▶ Assigned task: Although the records contain pictures, the copy should leave them out and match everything else exactly.
---------- Extracted data ----------
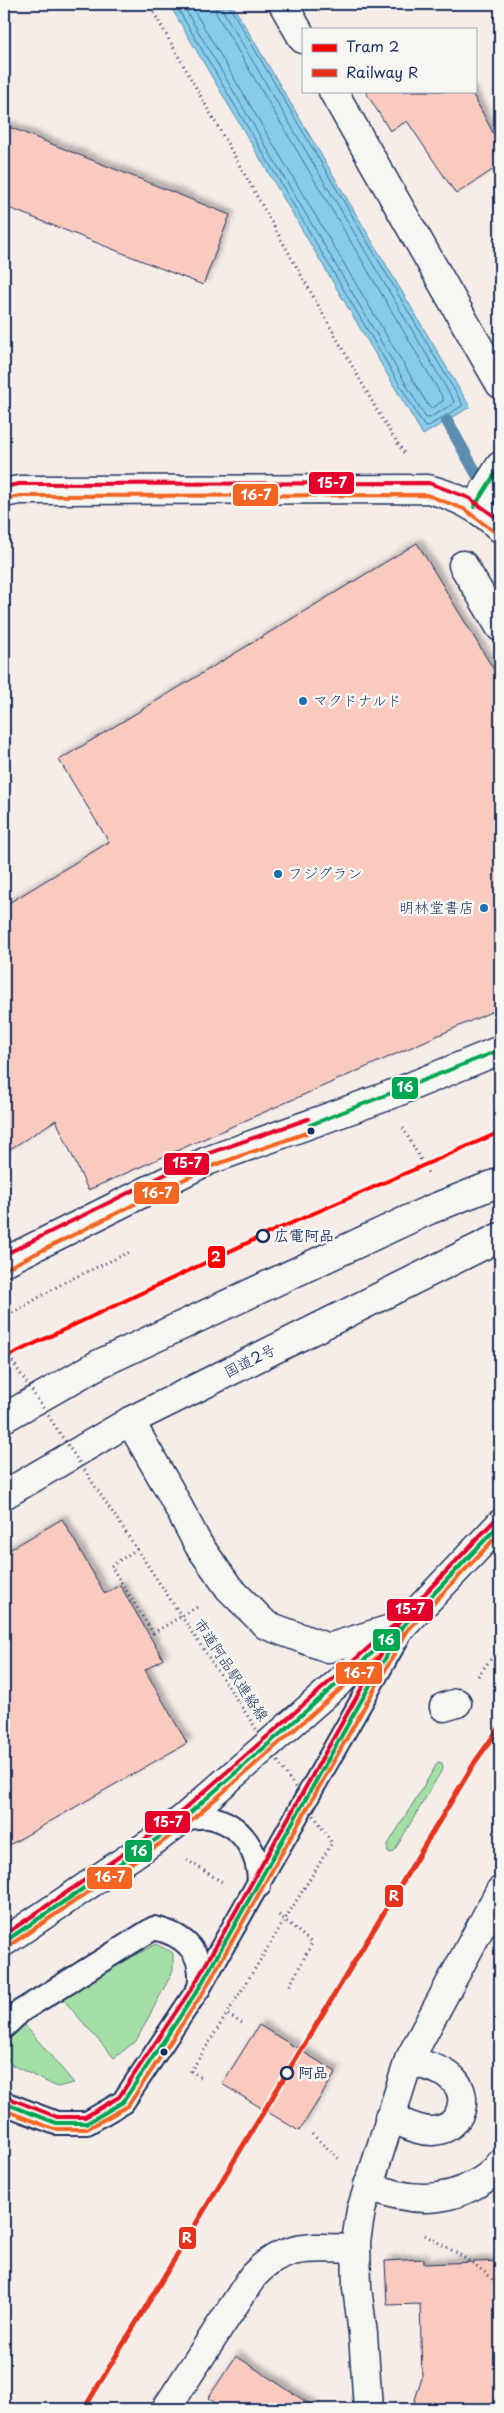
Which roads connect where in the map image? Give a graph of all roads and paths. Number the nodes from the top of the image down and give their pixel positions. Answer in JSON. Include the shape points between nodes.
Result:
{"nodes":[{"id":1,"x":149,"y":4,"type":"edge"},
{"id":2,"x":283,"y":4,"type":"edge"},
{"id":3,"x":302,"y":37,"type":"edge"},
{"id":4,"x":334,"y":92,"type":"edge"},
{"id":5,"x":500,"y":384,"type":"edge"},
{"id":6,"x":500,"y":466,"type":"edge"},
{"id":7,"x":428,"y":489,"type":"junction"},
{"id":8,"x":4,"y":493,"type":"edge"},
{"id":9,"x":474,"y":507,"type":"junction"},
{"id":10,"x":500,"y":528,"type":"edge"},
{"id":11,"x":463,"y":565,"type":"dead end"},
{"id":12,"x":500,"y":628,"type":"edge"},
{"id":13,"x":500,"y":1050,"type":"edge"},
{"id":14,"x":385,"y":1097,"type":"junction"},
{"id":15,"x":430,"y":1177,"type":"dead end"},
{"id":16,"x":500,"y":1182,"type":"edge"},
{"id":17,"x":500,"y":1237,"type":"edge"},
{"id":18,"x":132,"y":1251,"type":"dead end"},
{"id":19,"x":4,"y":1262,"type":"edge"},
{"id":20,"x":4,"y":1318,"type":"edge"},
{"id":21,"x":4,"y":1349,"type":"edge"},
{"id":22,"x":4,"y":1418,"type":"edge"},
{"id":23,"x":130,"y":1421,"type":"junction"},
{"id":24,"x":4,"y":1495,"type":"edge"},
{"id":25,"x":500,"y":1524,"type":"edge"},
{"id":26,"x":137,"y":1549,"type":"junction"},
{"id":27,"x":202,"y":1604,"type":"dead end"},
{"id":28,"x":404,"y":1625,"type":"junction"},
{"id":29,"x":184,"y":1818,"type":"junction"},
{"id":30,"x":259,"y":1886,"type":"junction"},
{"id":31,"x":500,"y":1891,"type":"edge"},
{"id":32,"x":278,"y":1914,"type":"dead end"},
{"id":33,"x":4,"y":1942,"type":"edge"},
{"id":34,"x":199,"y":1988,"type":"junction"},
{"id":35,"x":288,"y":1989,"type":"dead end"},
{"id":36,"x":227,"y":2014,"type":"junction"},
{"id":37,"x":245,"y":2025,"type":"dead end"},
{"id":38,"x":4,"y":2027,"type":"edge"},
{"id":39,"x":409,"y":2060,"type":"junction"},
{"id":40,"x":200,"y":2077,"type":"dead end"},
{"id":41,"x":4,"y":2103,"type":"edge"},
{"id":42,"x":389,"y":2118,"type":"junction"},
{"id":43,"x":499,"y":2167,"type":"edge"},
{"id":44,"x":368,"y":2184,"type":"junction"},
{"id":45,"x":417,"y":2231,"type":"dead end"},
{"id":46,"x":356,"y":2249,"type":"junction"},
{"id":47,"x":500,"y":2287,"type":"edge"},
{"id":48,"x":166,"y":2409,"type":"edge"},
{"id":49,"x":368,"y":2409,"type":"edge"}],
"edges":[{"from":1,"to":7,"type":"path","via":[[382,419]]},
{"from":2,"to":3,"type":"main road"},
{"from":4,"to":5,"type":"main road"},
{"from":6,"to":9,"type":"main road"},
{"from":7,"to":8,"type":"main road","via":[[19,490]]},
{"from":7,"to":9,"type":"main road","via":[[449,494]]},
{"from":9,"to":10,"type":"main road"},
{"from":11,"to":12,"type":"main road"},
{"from":13,"to":14,"type":"main road"},
{"from":14,"to":15,"type":"path"},
{"from":14,"to":19,"type":"main road","via":[[208,1161]]},
{"from":16,"to":22,"type":"main road","via":[[429,1210],[99,1364]]},
{"from":17,"to":23,"type":"main road","name":"国道2号"},
{"from":18,"to":20,"type":"path","via":[[65,1282]]},
{"from":21,"to":26,"type":"path","name":"市道阿品駅連絡線","bridge":true},
{"from":23,"to":24,"type":"main road","name":"国道2号"},
{"from":23,"to":28,"type":"main road","via":[[198,1544],[229,1588],[266,1625],[328,1648]]},
{"from":25,"to":28,"type":"main road"},
{"from":26,"to":27,"type":"path","via":[[111,1566],[153,1633]]},
{"from":26,"to":36,"type":"path","name":"市道阿品駅連絡線","bridge":true,"via":[[332,1843]]},
{"from":28,"to":29,"type":"main road"},
{"from":28,"to":30,"type":"lane"},
{"from":29,"to":30,"type":"lane","via":[[214,1819],[228,1824],[246,1838],[257,1861]]},
{"from":29,"to":33,"type":"main road"},
{"from":30,"to":34,"type":"lane","via":[[248,1899]]},
{"from":31,"to":39,"type":"main road"},
{"from":32,"to":35,"type":"path","via":[[312,1943]]},
{"from":34,"to":38,"type":"lane","via":[[202,1973],[196,1953],[171,1932],[154,1928],[21,2011]]},
{"from":34,"to":41,"type":"lane","via":[[123,2102],[87,2123],[56,2124]]},
{"from":36,"to":37,"type":"path","bridge":true},
{"from":36,"to":40,"type":"path","via":[[191,2071]]},
{"from":39,"to":42,"type":"main road"},
{"from":39,"to":42,"type":"main road","via":[[447,2074],[458,2083],[463,2096],[462,2110],[456,2121],[444,2129],[431,2131]]},
{"from":42,"to":44,"type":"main road"},
{"from":43,"to":44,"type":"main road","via":[[465,2190],[446,2197],[406,2198]]},
{"from":44,"to":46,"type":"main road","via":[[359,2218]]},
{"from":45,"to":47,"type":"path","via":[[456,2252]]},
{"from":46,"to":48,"type":"main road","via":[[290,2250],[263,2265]]},
{"from":46,"to":49,"type":"main road"}]}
----------
▶ Task output:
Which roads connect where in the map image? Give a graph of all roads and paths. Number the nodes from the top of the image down and give their pixel positions. Answer in JSON. Include the shape points between nodes.
Result:
{"nodes":[{"id":1,"x":149,"y":4,"type":"edge"},
{"id":2,"x":283,"y":4,"type":"edge"},
{"id":3,"x":302,"y":37,"type":"edge"},
{"id":4,"x":334,"y":92,"type":"edge"},
{"id":5,"x":500,"y":384,"type":"edge"},
{"id":6,"x":500,"y":466,"type":"edge"},
{"id":7,"x":428,"y":489,"type":"junction"},
{"id":8,"x":4,"y":493,"type":"edge"},
{"id":9,"x":474,"y":507,"type":"junction"},
{"id":10,"x":500,"y":528,"type":"edge"},
{"id":11,"x":463,"y":565,"type":"dead end"},
{"id":12,"x":500,"y":628,"type":"edge"},
{"id":13,"x":500,"y":1050,"type":"edge"},
{"id":14,"x":385,"y":1097,"type":"junction"},
{"id":15,"x":430,"y":1177,"type":"dead end"},
{"id":16,"x":500,"y":1182,"type":"edge"},
{"id":17,"x":500,"y":1237,"type":"edge"},
{"id":18,"x":132,"y":1251,"type":"dead end"},
{"id":19,"x":4,"y":1262,"type":"edge"},
{"id":20,"x":4,"y":1318,"type":"edge"},
{"id":21,"x":4,"y":1349,"type":"edge"},
{"id":22,"x":4,"y":1418,"type":"edge"},
{"id":23,"x":130,"y":1421,"type":"junction"},
{"id":24,"x":4,"y":1495,"type":"edge"},
{"id":25,"x":500,"y":1524,"type":"edge"},
{"id":26,"x":137,"y":1549,"type":"junction"},
{"id":27,"x":202,"y":1604,"type":"dead end"},
{"id":28,"x":404,"y":1625,"type":"junction"},
{"id":29,"x":184,"y":1818,"type":"junction"},
{"id":30,"x":259,"y":1886,"type":"junction"},
{"id":31,"x":500,"y":1891,"type":"edge"},
{"id":32,"x":278,"y":1914,"type":"dead end"},
{"id":33,"x":4,"y":1942,"type":"edge"},
{"id":34,"x":199,"y":1988,"type":"junction"},
{"id":35,"x":288,"y":1989,"type":"dead end"},
{"id":36,"x":227,"y":2014,"type":"junction"},
{"id":37,"x":245,"y":2025,"type":"dead end"},
{"id":38,"x":4,"y":2027,"type":"edge"},
{"id":39,"x":409,"y":2060,"type":"junction"},
{"id":40,"x":200,"y":2077,"type":"dead end"},
{"id":41,"x":4,"y":2103,"type":"edge"},
{"id":42,"x":389,"y":2118,"type":"junction"},
{"id":43,"x":499,"y":2167,"type":"edge"},
{"id":44,"x":368,"y":2184,"type":"junction"},
{"id":45,"x":417,"y":2231,"type":"dead end"},
{"id":46,"x":356,"y":2249,"type":"junction"},
{"id":47,"x":500,"y":2287,"type":"edge"},
{"id":48,"x":166,"y":2409,"type":"edge"},
{"id":49,"x":368,"y":2409,"type":"edge"}],
"edges":[{"from":1,"to":7,"type":"path","via":[[382,419]]},
{"from":2,"to":3,"type":"main road"},
{"from":4,"to":5,"type":"main road"},
{"from":6,"to":9,"type":"main road"},
{"from":7,"to":8,"type":"main road","via":[[19,490]]},
{"from":7,"to":9,"type":"main road","via":[[449,494]]},
{"from":9,"to":10,"type":"main road"},
{"from":11,"to":12,"type":"main road"},
{"from":13,"to":14,"type":"main road"},
{"from":14,"to":15,"type":"path"},
{"from":14,"to":19,"type":"main road","via":[[208,1161]]},
{"from":16,"to":22,"type":"main road","via":[[429,1210],[99,1364]]},
{"from":17,"to":23,"type":"main road","name":"国道2号"},
{"from":18,"to":20,"type":"path","via":[[65,1282]]},
{"from":21,"to":26,"type":"path","name":"市道阿品駅連絡線","bridge":true},
{"from":23,"to":24,"type":"main road","name":"国道2号"},
{"from":23,"to":28,"type":"main road","via":[[198,1544],[229,1588],[266,1625],[328,1648]]},
{"from":25,"to":28,"type":"main road"},
{"from":26,"to":27,"type":"path","via":[[111,1566],[153,1633]]},
{"from":26,"to":36,"type":"path","name":"市道阿品駅連絡線","bridge":true,"via":[[332,1843]]},
{"from":28,"to":29,"type":"main road"},
{"from":28,"to":30,"type":"lane"},
{"from":29,"to":30,"type":"lane","via":[[214,1819],[228,1824],[246,1838],[257,1861]]},
{"from":29,"to":33,"type":"main road"},
{"from":30,"to":34,"type":"lane","via":[[248,1899]]},
{"from":31,"to":39,"type":"main road"},
{"from":32,"to":35,"type":"path","via":[[312,1943]]},
{"from":34,"to":38,"type":"lane","via":[[202,1973],[196,1953],[171,1932],[154,1928],[21,2011]]},
{"from":34,"to":41,"type":"lane","via":[[123,2102],[87,2123],[56,2124]]},
{"from":36,"to":37,"type":"path","bridge":true},
{"from":36,"to":40,"type":"path","via":[[191,2071]]},
{"from":39,"to":42,"type":"main road"},
{"from":39,"to":42,"type":"main road","via":[[447,2074],[458,2083],[463,2096],[462,2110],[456,2121],[444,2129],[431,2131]]},
{"from":42,"to":44,"type":"main road"},
{"from":43,"to":44,"type":"main road","via":[[465,2190],[446,2197],[406,2198]]},
{"from":44,"to":46,"type":"main road","via":[[359,2218]]},
{"from":45,"to":47,"type":"path","via":[[456,2252]]},
{"from":46,"to":48,"type":"main road","via":[[290,2250],[263,2265]]},
{"from":46,"to":49,"type":"main road"}]}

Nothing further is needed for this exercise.